The anxiousness of the Warriors’ offseason surrounding Kuminga’s present and future is long forgotten less than a month since he signed his new two-year contract. Kuminga has transformed his mindset as a rebounder, playmaker and point-of-attack defender to insert himself into the starting lineup for good, with an understanding of how to play alongside Butler and Green in the frontcourt.

Kuminga has swapped the mid-range for the 91st percentile of the restricted area, and his free-throw rate is in the 83rd percentile, per Cleaning The Glass. The three-man lineup of Butler, Kuminga and Green has played 74 minutes together this season and is a plus-37 with a 125.2 offensive rating, 101.9 defensive rating and 23.3 net rating. 

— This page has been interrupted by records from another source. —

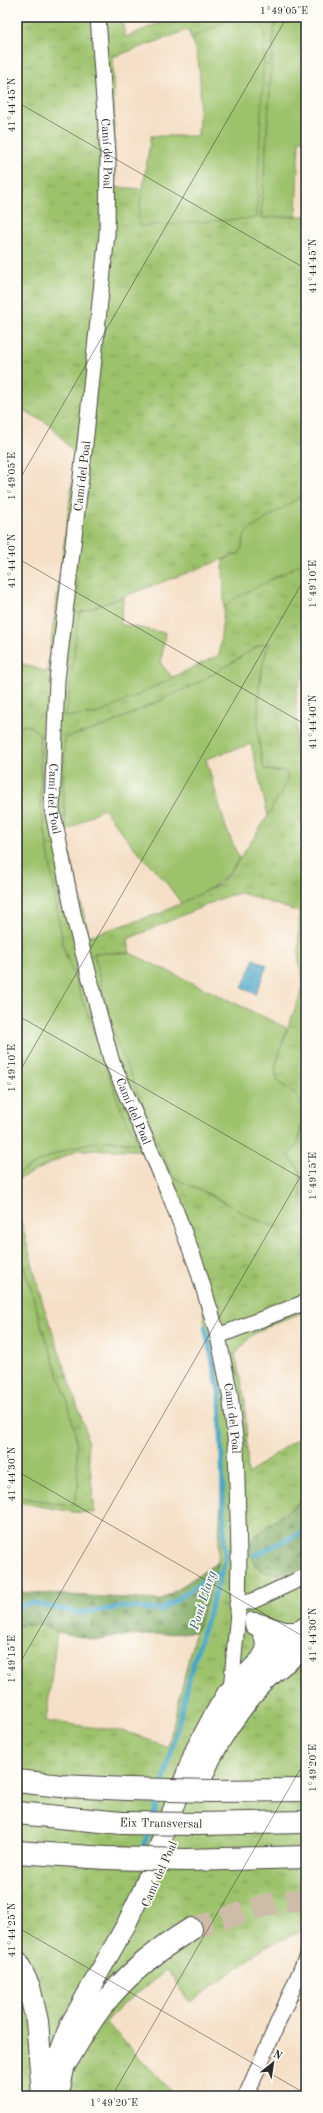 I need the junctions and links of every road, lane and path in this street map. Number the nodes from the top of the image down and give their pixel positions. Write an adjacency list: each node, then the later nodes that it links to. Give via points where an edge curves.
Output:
1 (98, 17): 3 (street, Camí del Poal, via 108,155 107,234 57,680 52,808 74,918 111,1059 169,1193 197,1267)
2 (306, 1302): 3 (street)
3 (218, 1336): 5 (street, Camí del Poal, via 230,1394 236,1446 239,1554)
4 (306, 1576): 5 (street)
5 (237, 1608): 6 (street); 9 (street, Camí del Poal)
6 (256, 1624): 7 (highway); 8 (street, Camí del Poal, via 264,1643)
7 (303, 1636): 8 (highway); 11 (highway, via 241,1708 214,1748)
8 (264, 1656): 9 (street, Camí del Poal); 11 (street, Camí del Poal, via 258,1672 236,1698 213,1733 202,1757)
9 (231, 1690): 21 (street, Camí del Poal, via 212,1718 196,1750 143,1889 122,1933 70,2024)
10 (17, 1781): 11 (highway, bridge, via 127,1789)
11 (205, 1785): 12 (highway); 20 (street, Camí del Poal, via 130,1936 83,2015)
12 (306, 1790)
13 (17, 1813): 14 (highway, Eix Transversal, bridge, via 122,1823)
14 (306, 1822)
15 (17, 1852): 16 (highway, bridge, via 186,1860)
16 (306, 1857)
17 (190, 1929): 20 (highway, via 161,1947 113,1993)
18 (306, 1958): 22 (street)
19 (17, 1962): 21 (highway, via 29,1987 37,2021)
20 (66, 2062): 21 (street, Camí del Poal)
21 (48, 2095)
22 (246, 2096)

As the NBA’s second-oldest team behind the Clippers, the Warriors’ youth no longer is a pack of puppies finding their way. Kuminga and Moody are playing as close to their draft slots as ever. Podziemski and Quinten Post are using the lessons they learned from last season’s playoff experience, and neither came into the league as a teenager. Will Richard is more reminiscent of a multi-year vet than a rookie, and the roster is so deep that Gui Santos can’t even crack the rotation as the Warriors wait for the return of De’Anthony Melton and the ability to re-sign Seth Curry. 

“It’s a good thing for us, and a scary thing for everybody else,” Butler said. 

The Warriors’ first five games were played over eight days, and they came out with four wins. They already have beaten both LA teams after going a combined 1-7 against them last season, earning their first win against the Clippers in 23 months. They beat a consensus championship contender that has the best player in the world, and the Warriors have won their first three home games for the first time since the 2018-19 season. The synchronicity between stars and role players, age and experience, has the makings of more than a mirage from five games as one of the most dangerous teams top to bottom in basketball.

Now the Warriors’ real identity will be put to the test with 10 of their next 12 games on the road. Thus far, they’ve had an answer for nearly every question.